O Isolacionismo e a Nova Ordem Global: o termo “isolacionismo” poderia descrever o primeiro governo Trump, mas se mostra inadequado para definir sua abordagem atual. As mudanças abruptas em alianças estratégicas alimentam especulações sobre um modelo de governança que se aproxima da ideia de um “G3”, sugerindo uma divisão de esferas de influência entre os Estados Unidos, a Rússia e a China. Essa configuração permitiria a Vladimir Putin sonhar com uma nova Yalta e, no Oriente, inspirou a metáfora dos Três Reinos. A visão do presidente Joe Biden de uma cruzada do mundo livre contra regimes autocráticos parece, assim, ceder lugar a uma lógica de grandes acordos históricos.

Dois renomados historiadores oferecem interpretações sobre essa mudança: enquanto um aponta para uma ruptura drástica com o passado, explicada pela teoria da dívida, o outro argumenta que o que Trump faz não é novidade na história americana, mas sim um ciclo recorrente com diferentes desfechos.
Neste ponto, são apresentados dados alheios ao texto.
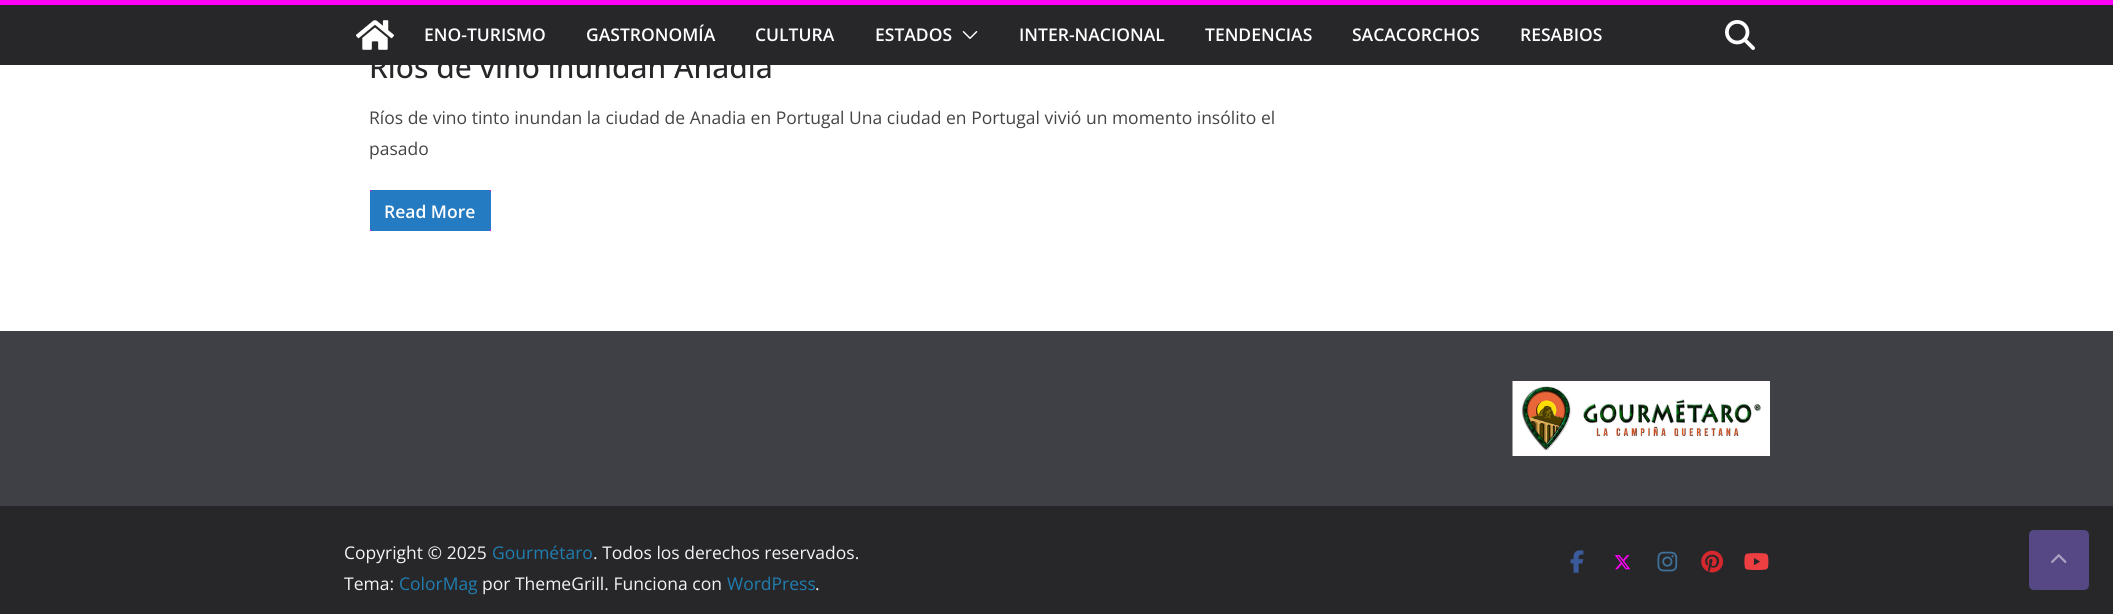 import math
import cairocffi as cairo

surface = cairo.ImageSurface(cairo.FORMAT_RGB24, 2113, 614)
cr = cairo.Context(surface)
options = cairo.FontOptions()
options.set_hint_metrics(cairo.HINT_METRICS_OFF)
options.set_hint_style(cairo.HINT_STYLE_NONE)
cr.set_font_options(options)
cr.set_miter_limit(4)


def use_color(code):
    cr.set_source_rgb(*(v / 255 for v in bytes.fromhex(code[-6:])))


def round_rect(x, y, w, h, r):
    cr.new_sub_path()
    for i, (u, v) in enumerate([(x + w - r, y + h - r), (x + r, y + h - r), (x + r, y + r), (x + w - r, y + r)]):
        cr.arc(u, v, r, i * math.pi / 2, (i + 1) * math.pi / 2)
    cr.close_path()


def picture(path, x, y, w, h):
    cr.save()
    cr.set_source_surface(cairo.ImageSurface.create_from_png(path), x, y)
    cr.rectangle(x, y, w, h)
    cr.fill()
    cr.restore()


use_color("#ffffff")
cr.paint()
use_color("#27272a")
cr.rectangle(0, 5, 2113, 60)
cr.fill()
use_color("#ff00f6")
cr.rectangle(0, 0, 2113, 5)
cr.fill()
picture("img1.png", 356, 20, 38, 30)
cr.select_font_face("Open Sans SemiBold")
cr.set_font_size(17.5)
use_color("#ffffff")
cr.move_to(424, 41)
cr.show_text("ENO-TURISMO")
cr.move_to(586, 41)
cr.show_text("GASTRONOMÍA")
cr.move_to(755, 41)
cr.show_text("CULTURA")
cr.move_to(875, 41)
cr.show_text("ESTADOS")
picture("img2.png", 962, 31, 16, 8)
cr.move_to(1019, 41)
cr.show_text("INTER-NACIONAL")
cr.move_to(1205, 41)
cr.show_text("TENDENCIAS")
cr.move_to(1352, 41)
cr.show_text("SACACORCHOS")
cr.move_to(1520, 41)
cr.show_text("RESABIOS")
picture("img3.png", 1725, 20, 30, 30)
cr.select_font_face("Open Sans Medium")
cr.set_font_size(30)
use_color("#27272a")
cr.move_to(369, 78)
cr.show_text("Rios de vino inundan Anadia")
cr.select_font_face("Open Sans")
cr.set_font_size(17.5)
use_color("#444444")
cr.move_to(369, 124)
cr.show_text("Ríos de vino tinto inundan la ciudad de Anadia en Portugal Una ciudad en Portugal vivió un momento insólito el")
cr.move_to(369, 155)
cr.show_text("pasado")
use_color("#ff00f6")
cr.rectangle(370, 190, 121, 41)
cr.fill()
use_color("#257bc1")
round_rect(370, 190, 121, 41, 2.5)
cr.fill()
cr.select_font_face("Open Sans SemiBold")
use_color("#ffffff")
cr.move_to(384, 218)
cr.show_text("Read More")
use_color("#3f3f46")
cr.rectangle(0, 331, 2113, 175)
cr.fill()
picture("img4.png", 1512, 381, 258, 75)
use_color("#27272a")
cr.rectangle(0, 506, 2113, 108)
cr.fill()
cr.select_font_face("Open Sans")
use_color("#f4f4f5")
cr.move_to(344, 559)
cr.show_text("Copyright © 2025")
use_color("#207daf")
cr.move_to(492, 559)
cr.show_text("Gourmétaro")
use_color("#f4f4f5")
cr.move_to(593, 559)
cr.show_text(". Todos los derechos reservados.")
cr.move_to(344, 590)
cr.show_text("Tema:")
use_color("#207daf")
cr.move_to(399, 590)
cr.show_text("ColorMag")
use_color("#f4f4f5")
cr.move_to(482, 590)
cr.show_text("por ThemeGrill. Funciona con")
use_color("#207daf")
cr.move_to(727, 590)
cr.show_text("WordPress")
use_color("#f4f4f5")
cr.move_to(815, 590)
cr.show_text(".")
picture("img5.png", 1570, 550, 14, 23)
picture("img6.png", 1614, 555, 17, 15)
picture("img7.png", 1657, 551, 21, 21)
picture("img8.png", 1701, 550, 23, 23)
picture("img9.png", 1744, 553, 25, 17)
use_color("#554885")
round_rect(2029, 530, 60, 60, 5)
cr.fill()
picture("img10.png", 2051, 554, 16, 9)
surface.write_to_png("result.png")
Hoje analisamos o que diz o primeiro e, no próximo artigo da semana que vem, a narrativa do segundo.

O Peso da Dívida e a Lei de Ferguson

Niall Ferguson, historiador escocês e professor da Universidade de Stanford, revisita a tese do britânico Paul Kennedy sobre a queda dos impérios por excesso de gastos militares, o chamado “overstretching”. Ferguson, no entanto, adiciona um novo elemento: a relação entre dívida pública e segurança nacional. Segundo ele, impérios entram em colapso quando os custos da dívida (juros e amortizações) superam os investimentos em defesa. Esse marco histórico, que ele chama de “Lei de Ferguson”, teria sido ultrapassado pelos Estados Unidos no último ano.

De acordo com dados do Bureau of Economic Analysis (BEA), em 2024, os gastos federais com pagamento de juros atingiram US$ 1,124 trilhão, superando os gastos com defesa, que foram de US$ 1,107 trilhão. Em termos percentuais, os pagamentos de juros representaram 3,1% do PIB, enquanto as despesas com defesa ficaram em 2,9%, segundo o Congressional Budget Office (CBO). A última vez que os EUA enfrentaram um cenário semelhante foi no período isolacionista anterior à Segunda Guerra Mundial.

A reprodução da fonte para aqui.